Tuesday, 30 January 2018

A Canal Walk

We had a lovely walk this afternoon along the canal.  The sun was shining and everything looked bright and cheerful.  

It was the first time we had walked along the canal in this direction.

These fascinating gazebo/summer houses jutting out over the canal were very interesting.

I can imagine they must be really lovely on a warm summer afternoon.

They have a fascinating history as can be seen on the sign below.

It is wonderful that these were in fact restored and not just left to rot completely.

This one was the first to be restored.

We continued on our walk.

These birds were waiting for their regular Tuesday afternoon feed from a couple who told us they come here once a week to feed them.

It was interesting to see the canal boats moored up for winter.

Wonderful reflections.

We stopped at the nature reserve.

A wide variety of birds can be seen in this reserve through the year.

I didn't have my big camera with me, so this is the closest I could zoom in, but you can see their are several species of birds gathered on this little 'island'.

We walked up one side of the canal, and then crossed over and walked back on the other side.

By the end of our walk it had clouded over a bit so we timed it about right.

Nice to get out in the fresh air with the dogs and have some exercise.


  1. What a lovely place to walk. And what lovely gazebos along the canal. So good that they were refurbished and not demolished.

  2. Very cool. Such pretty pictures!

  3. You took us on a wonderful tour, the gazebos were a delight. How old are they do you know? I always enjoy seeing the narrow boats and the amazing reflections on the water. A beautiful walk.

    1. Quoting from the information board "Their origins can be traced back to their construction in the 18th and early 19th centuries, with a few dating from even earlier, in the late 1600s.
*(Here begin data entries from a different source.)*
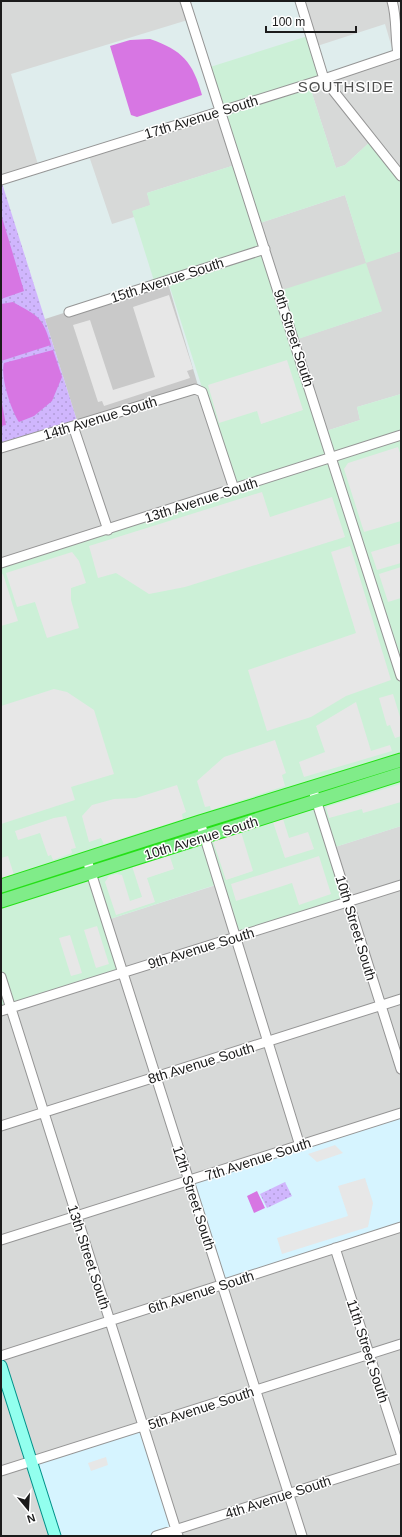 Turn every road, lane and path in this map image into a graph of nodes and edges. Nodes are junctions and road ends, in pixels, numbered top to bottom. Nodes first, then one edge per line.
1 (185, 1) edge
2 (300, 1) edge
3 (392, 1) edge
4 (398, 18) edge
5 (400, 53) edge
6 (324, 79) junction
7 (221, 111) junction
8 (401, 176) edge
9 (1, 180) edge
10 (265, 249) junction
11 (69, 312) dead end
12 (72, 426) junction
13 (401, 435) edge
14 (1, 448) edge
15 (331, 457) junction
16 (234, 490) junction
17 (108, 530) junction
18 (1, 563) edge
19 (401, 676) edge
20 (401, 760) edge
21 (401, 774) edge
22 (312, 787) junction
23 (316, 802) junction
24 (200, 822) junction
25 (205, 837) junction
26 (89, 866) junction
27 (401, 885) edge
28 (1, 886) edge
29 (1, 901) edge
30 (348, 902) junction
31 (235, 937) junction
32 (123, 972) junction
33 (1, 977) edge
34 (401, 999) edge
35 (380, 1006) junction
36 (11, 1008) junction
37 (1, 1011) edge
38 (268, 1042) junction
39 (401, 1069) edge
40 (156, 1076) junction
41 (43, 1113) junction
42 (401, 1114) edge
43 (1, 1126) edge
44 (300, 1146) junction
45 (189, 1181) junction
46 (76, 1216) junction
47 (401, 1227) edge
48 (1, 1240) edge
49 (335, 1248) junction
50 (222, 1285) junction
51 (110, 1321) junction
52 (401, 1344) edge
53 (370, 1354) junction
54 (1, 1356) edge
55 (1, 1366) edge
56 (256, 1389) junction
57 (144, 1426) junction
58 (401, 1453) edge
59 (401, 1458) edge
60 (32, 1462) junction
61 (1, 1471) edge
62 (288, 1494) junction
63 (177, 1533) edge
64 (55, 1536) edge
65 (156, 1536) edge
66 (302, 1536) edge

1 - 7 street, 9th Street South
2 - 6 street
3 - 4 street
4 - 5 street
5 - 6 street, 17th Avenue South
6 - 7 street, 17th Avenue South
6 - 8 street
7 - 9 street, 17th Avenue South
7 - 10 street, 9th Street South
10 - 11 street, 15th Avenue South
10 - 15 street, 9th Street South
12 - 14 street, 14th Avenue South
12 - 16 street, 14th Avenue South
12 - 17 street
13 - 15 street, 13th Avenue South
15 - 16 street, 13th Avenue South
15 - 19 street, 9th Street South
16 - 17 street, 13th Avenue South
17 - 18 street, 13th Avenue South
20 - 22 highway, 10th Avenue South
21 - 23 highway, 10th Avenue South
22 - 23 street, 10th Street South
22 - 24 highway, 10th Avenue South
23 - 25 highway, 10th Avenue South
23 - 30 street, 10th Street South
24 - 25 street
24 - 26 highway, 10th Avenue South
25 - 26 highway, 10th Avenue South
25 - 31 street
26 - 28 highway, 10th Avenue South
26 - 29 highway, 10th Avenue South
26 - 32 street, 12th Street South
27 - 30 street, 9th Avenue South
30 - 31 street, 9th Avenue South
30 - 35 street, 10th Street South
31 - 32 street, 9th Avenue South
31 - 38 street
32 - 36 street, 9th Avenue South
32 - 40 street, 12th Street South
33 - 36 street, 13th Street South
34 - 35 street, 8th Avenue South
35 - 38 street, 8th Avenue South
35 - 39 street, 10th Street South
36 - 37 street, 9th Avenue South
36 - 41 street, 13th Street South
38 - 40 street, 8th Avenue South
38 - 44 street
40 - 41 street, 8th Avenue South
40 - 45 street, 12th Street South
41 - 43 street, 8th Avenue South
41 - 46 street, 13th Street South
42 - 44 street, 7th Avenue South
44 - 45 street, 7th Avenue South
45 - 46 street, 7th Avenue South
45 - 50 street, 12th Street South
46 - 48 street, 7th Avenue South
46 - 51 street, 13th Street South
47 - 49 street, 6th Avenue South
49 - 50 street, 6th Avenue South
49 - 53 street, 11th Street South
50 - 51 street, 6th Avenue South
50 - 56 street, 12th Street South
51 - 54 street, 6th Avenue South
51 - 57 street, 13th Street South
52 - 53 street, 5th Avenue South
53 - 56 street, 5th Avenue South
53 - 58 street, 11th Street South
55 - 60 main road
56 - 57 street, 5th Avenue South
56 - 62 street, 12th Street South
57 - 60 street, 5th Avenue South
57 - 63 street, 13th Street South
59 - 62 street, 4th Avenue South
60 - 61 street, 5th Avenue South
60 - 64 main road
62 - 63 street, 4th Avenue South
62 - 66 street, 12th Street South
63 - 65 street, 4th Avenue South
They were built by innkeepers and other owners of property on the high street, and were intended as a means of finding some peace and quiet away from their hectic lives in town."

      Apparently in the 1830s there were about 25 but by the 1980s only 10 remained. I think I saw about 10, I didn't think to count them.

  4. What a lovely walk. I love canals and rivers. I liked the teasels as well. We had them in a large cream vase when I was a child.

    1. Are yes, that is what they are called, teasels! I couldn't think of their name when I wrote this post.